Thursday, 8 March 2018

F1 2018 Season Preview: Ferrari - One more push?

Ferrari against most predictions made a championship of it last year. From nowhere it stepped up to be almost with the Mercedes on pace - perhaps actually with it or even ahead by some estimates. And not through chance.

Photo: Octane Photography
As Mark Hughes noted of the Ferrari, "it was the most bold and ingenious design on the grid, with more innovations, more nudging against the limits of the regulations, than any other car. That was the first time this could be said of a Ferrari in more than a decade."

The Ferrari didn't have the peaks of the Merc but it was far more adaptable and usable. Its engine was in the ballpark too, certainly come the race. In that most sincere form of flattery plenty of rivals have in their 2018 machines followed the lead of last year's red car.

With a few cards falling the other way Ferrari could have bagged the drivers' title. Over and above its much mooted mid-to-late season unreliability, we had safety cars appearances going against it in China and Spain - either costing Sebastian Vettel probable wins - as well as Seb's errors in Baku and Singapore letting two more victories go from its grasp.

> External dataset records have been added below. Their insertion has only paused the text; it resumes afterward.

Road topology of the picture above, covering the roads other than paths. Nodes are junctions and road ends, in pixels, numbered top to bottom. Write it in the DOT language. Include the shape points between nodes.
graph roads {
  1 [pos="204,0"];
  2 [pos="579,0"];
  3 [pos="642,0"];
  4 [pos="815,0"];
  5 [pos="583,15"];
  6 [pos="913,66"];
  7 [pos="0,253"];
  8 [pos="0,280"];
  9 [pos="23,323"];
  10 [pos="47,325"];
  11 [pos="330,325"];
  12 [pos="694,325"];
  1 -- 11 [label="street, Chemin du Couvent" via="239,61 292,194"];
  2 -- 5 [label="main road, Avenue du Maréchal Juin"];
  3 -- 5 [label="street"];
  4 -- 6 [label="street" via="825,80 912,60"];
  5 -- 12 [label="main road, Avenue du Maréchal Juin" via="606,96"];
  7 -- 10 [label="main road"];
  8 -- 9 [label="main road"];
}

Were this almost any other team on the grid we would interpret this as a strong base from which to go again for the title this season - one more push... But this is Ferrari. There things always can go either way. And more generally you have to go back a decade for the last time the Scuderia followed up a strong campaign with another one. Indeed in the last two campaigns Ferrari's competitiveness has gone the precise opposite way of pre-launch expectation.

This latest car's launch and showing in testing was appropriately enigmatic. The SF71H was well received in its detail and progression of last season's fruitful concept, and it appeared to start testing strongly both on the stopwatch and visually on track. Then on the penultimate day of the second test Vettel stunned with a lap on the hyper-soft tyre over a second quicker than anyone else. But usual health warnings on headline times apply and on longer runs that day it appeared behind its chief rivals.

The sense developed over testing, before Vettel placed a cat among the pigeons, that the Ferrari is perhaps behind the Mercedes (and Red Bull) but also that it remains close and that it is the happier across different types of corner and tyre compound. Like last year.

And there was a lot good about Ferrari last year. We wondered how that campaign might have turned about without driver and team mistakes. The Scuderia may have given itself an opportunity to show us this time.

Sebastian Vettel - Car #5
Photo: Octane Photography
We used to know what to expect from Sebastian Vettel. If he got the smell of a championship in his nostrils he'd be imperious. For a lot of 2017 it appeared indeed that was what we were getting. But the challenge faltered, and Seb cannot be said to be entirely without culpability. Points were lost with his errors in Baku (egregiously), at the start in Singapore, and then with the title as good as gone he showed more misjudgement in the USA and Mexico.

But still we can get too bogged down with such things, as for the most part in 2017 Seb's performance was as intimated straight from his championship-winning plateau. This was whether he was dominating at the front (Bahrain, Spain, Monaco and Brazil), nursing mechanical maladies (Hungary), chasing down foes (Australia, Russia and Austria) or coming through the pack (China, Canada, Azerbaijan and Mexico). And while driver-team relationships at Maranello are notorious for getting fraught Seb's has remained on the level, despite a wobble late in 2016.

Seb at his best is one from the very top drawer. If the Ferrari lives up to most of its promise we can expect more of this in 2018.

Kimi Raikkonen - Car #7
Photo: Octane Photography
Whatever doubts around are gone. In 2017 we received confirmation of what Kimi Raikkonen's role at Ferrari is these days. That of a steady support act, retained mainly due to that he doesn't rock the boat and comes with an all-important Sebastian Vettel Good Housekeeping Seal of Approval.

It may sound harsh, and on some levels it is. Kimi of course bagged pole at Monaco last year (his first pole for near enough a decade) which always is a feather in the cap. As usual even Seb couldn't live with him in the fast turns such as those at Silverstone. But Kimi it seems these days is unable or unwilling to be sufficiently agricultural for laptime in the slow stuff, curiously something he did just fine in his pace peak in the mid-noughties.

In 2017 it added up to qualifying and race result time deficits to Seb that often defied belief. Word is that if Ferrari protegee Charles Leclerc at Sauber proves this year to be about as good as everyone thinks he is then he'll be in the seat for 2019. So we could be in for a Kimi swansong.